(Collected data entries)

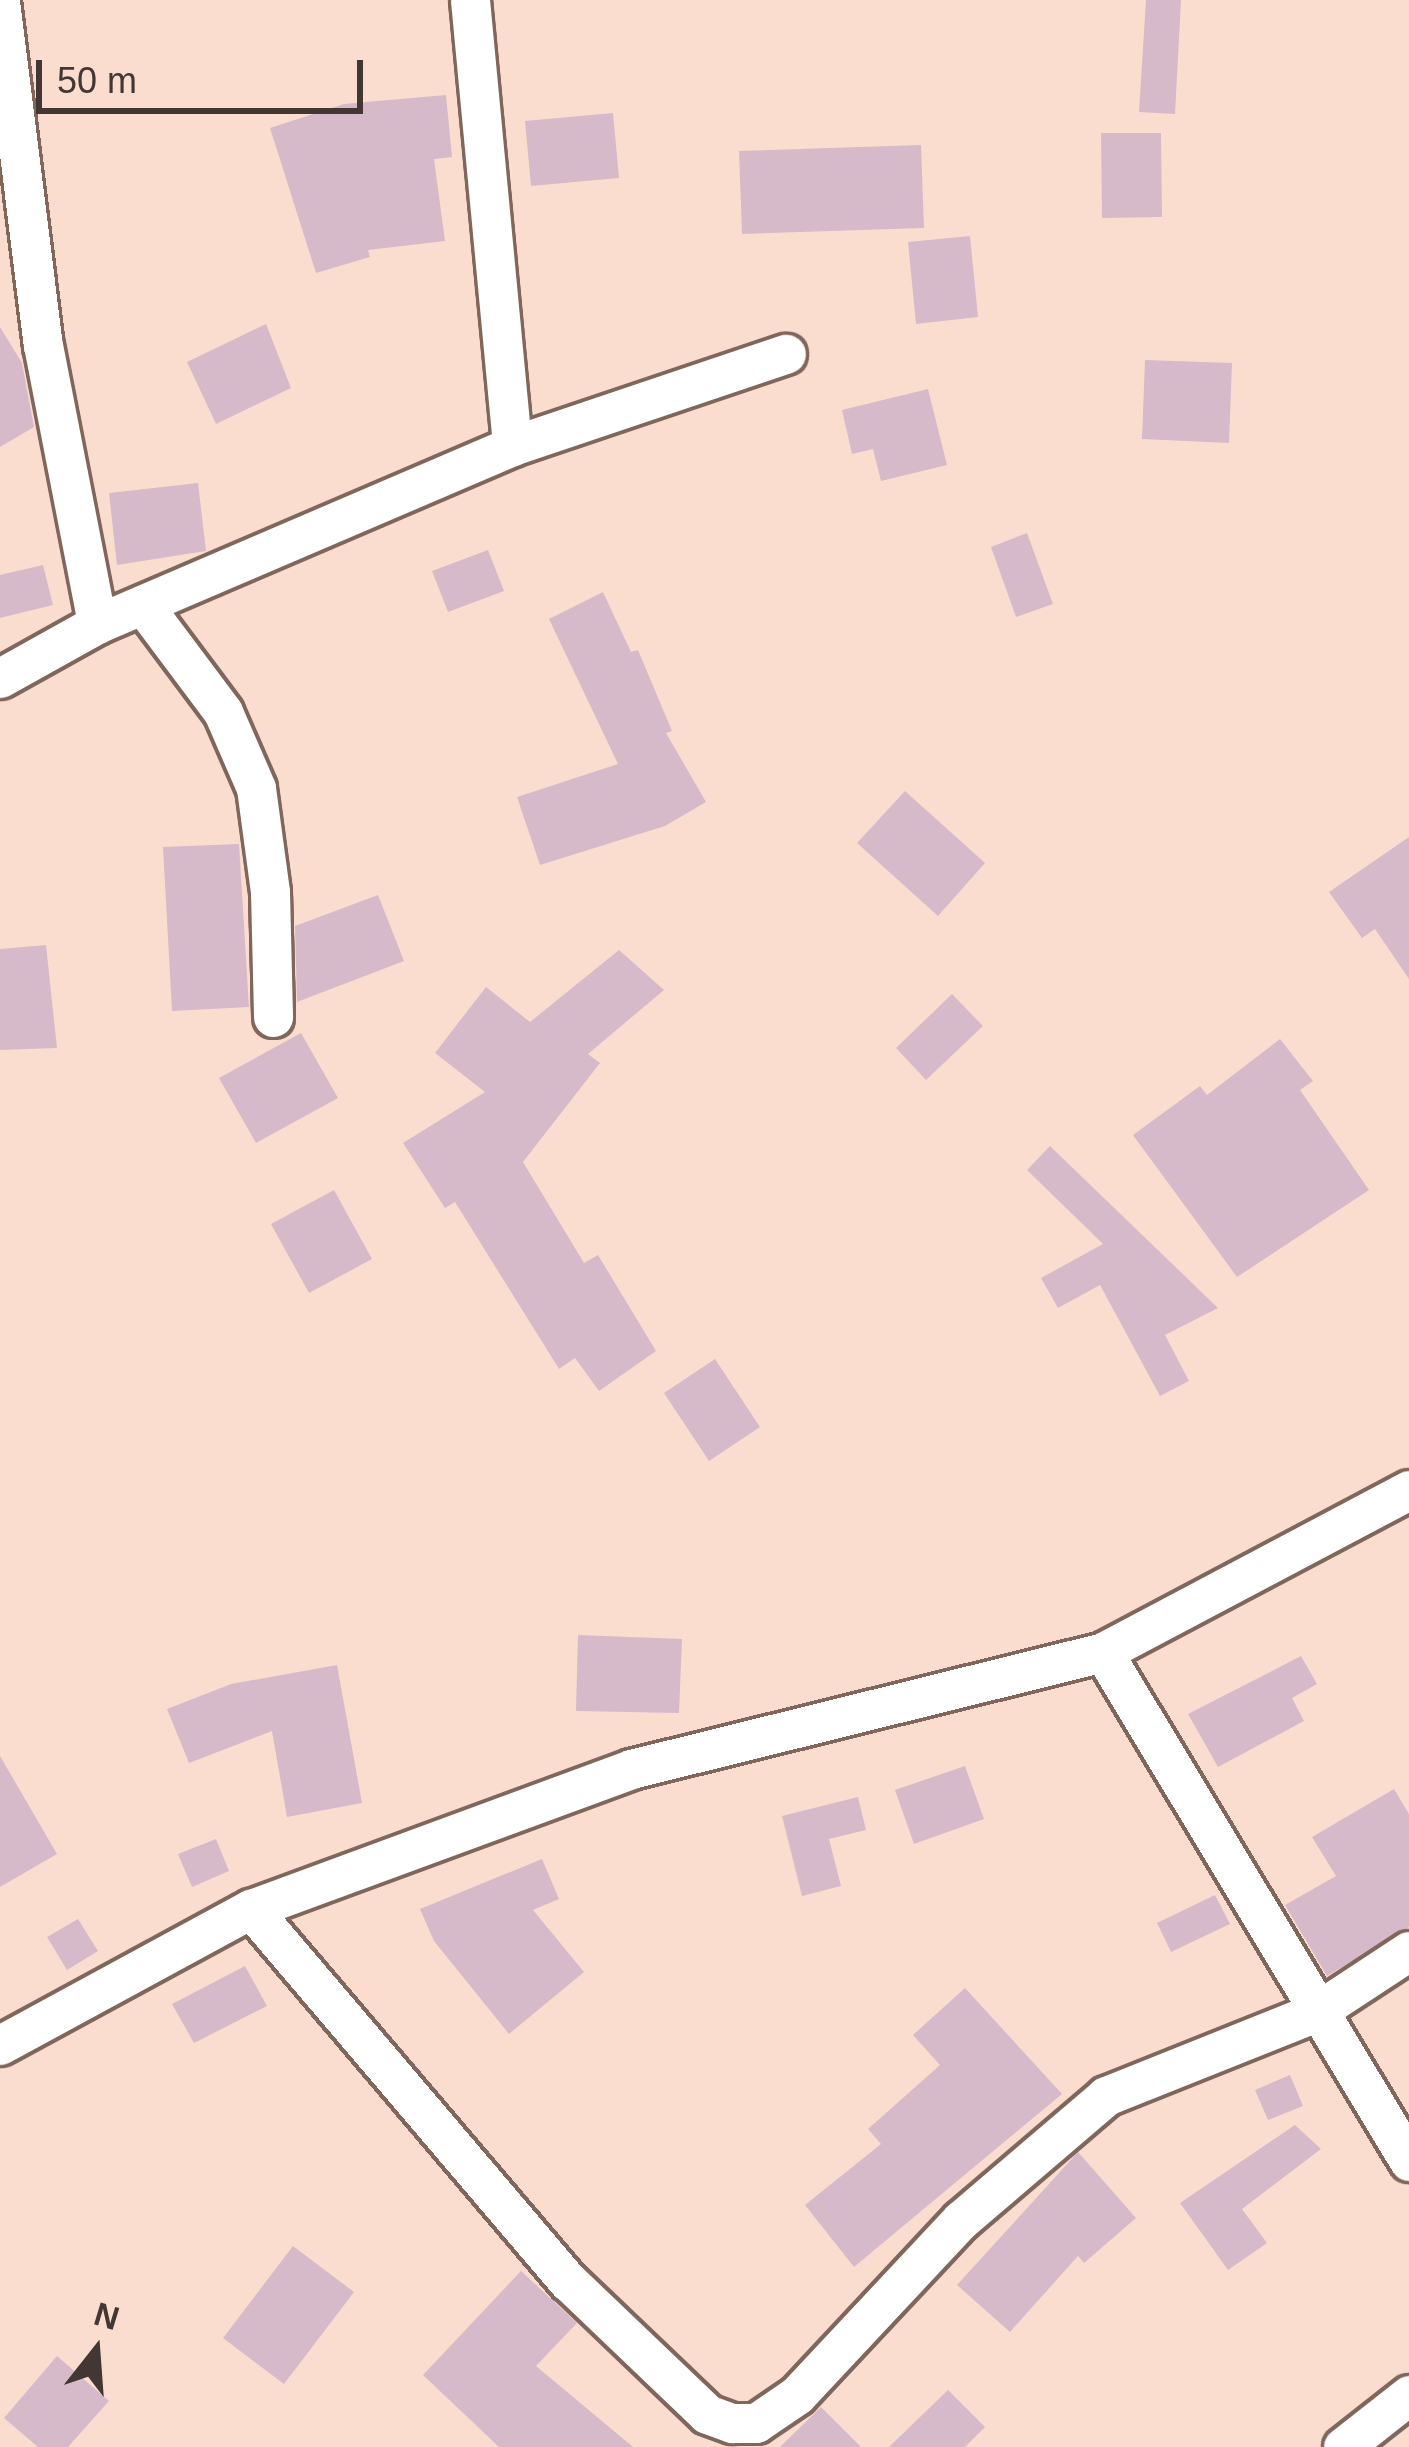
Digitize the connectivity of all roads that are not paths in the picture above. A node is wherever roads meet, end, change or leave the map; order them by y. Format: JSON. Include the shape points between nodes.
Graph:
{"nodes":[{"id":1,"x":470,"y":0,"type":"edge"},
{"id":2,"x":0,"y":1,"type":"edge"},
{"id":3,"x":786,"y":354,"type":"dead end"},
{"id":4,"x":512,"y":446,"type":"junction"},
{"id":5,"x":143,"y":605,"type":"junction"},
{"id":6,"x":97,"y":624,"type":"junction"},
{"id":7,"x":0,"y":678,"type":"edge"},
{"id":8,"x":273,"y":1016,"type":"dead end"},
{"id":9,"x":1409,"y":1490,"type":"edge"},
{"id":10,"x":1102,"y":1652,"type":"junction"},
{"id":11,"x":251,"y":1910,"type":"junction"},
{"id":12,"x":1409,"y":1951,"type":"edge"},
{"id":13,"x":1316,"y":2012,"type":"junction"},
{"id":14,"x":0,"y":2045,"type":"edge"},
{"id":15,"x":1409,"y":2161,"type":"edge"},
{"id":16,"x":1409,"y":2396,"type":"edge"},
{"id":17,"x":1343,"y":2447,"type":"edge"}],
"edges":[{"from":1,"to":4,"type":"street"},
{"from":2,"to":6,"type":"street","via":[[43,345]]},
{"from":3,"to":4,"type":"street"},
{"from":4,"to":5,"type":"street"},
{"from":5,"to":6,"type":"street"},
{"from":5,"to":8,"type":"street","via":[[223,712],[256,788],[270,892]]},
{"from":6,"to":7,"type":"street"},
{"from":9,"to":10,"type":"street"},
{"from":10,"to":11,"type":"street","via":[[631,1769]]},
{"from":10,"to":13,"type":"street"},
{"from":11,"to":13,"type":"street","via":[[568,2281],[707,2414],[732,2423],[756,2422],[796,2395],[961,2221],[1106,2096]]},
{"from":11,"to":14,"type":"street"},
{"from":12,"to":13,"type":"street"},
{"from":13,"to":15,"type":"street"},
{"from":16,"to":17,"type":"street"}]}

WHAT TO PRODUCE:
Find each line in the records holding the string "nodes" and show it.

EXPECTED OUTPUT:
Digitize the connectivity of all roads that are not paths in the picture above. A node is wherever roads meet, end, change or leave the map; order them by y. Format: JSON. Include the shape points between nodes.
{"nodes":[{"id":1,"x":470,"y":0,"type":"edge"},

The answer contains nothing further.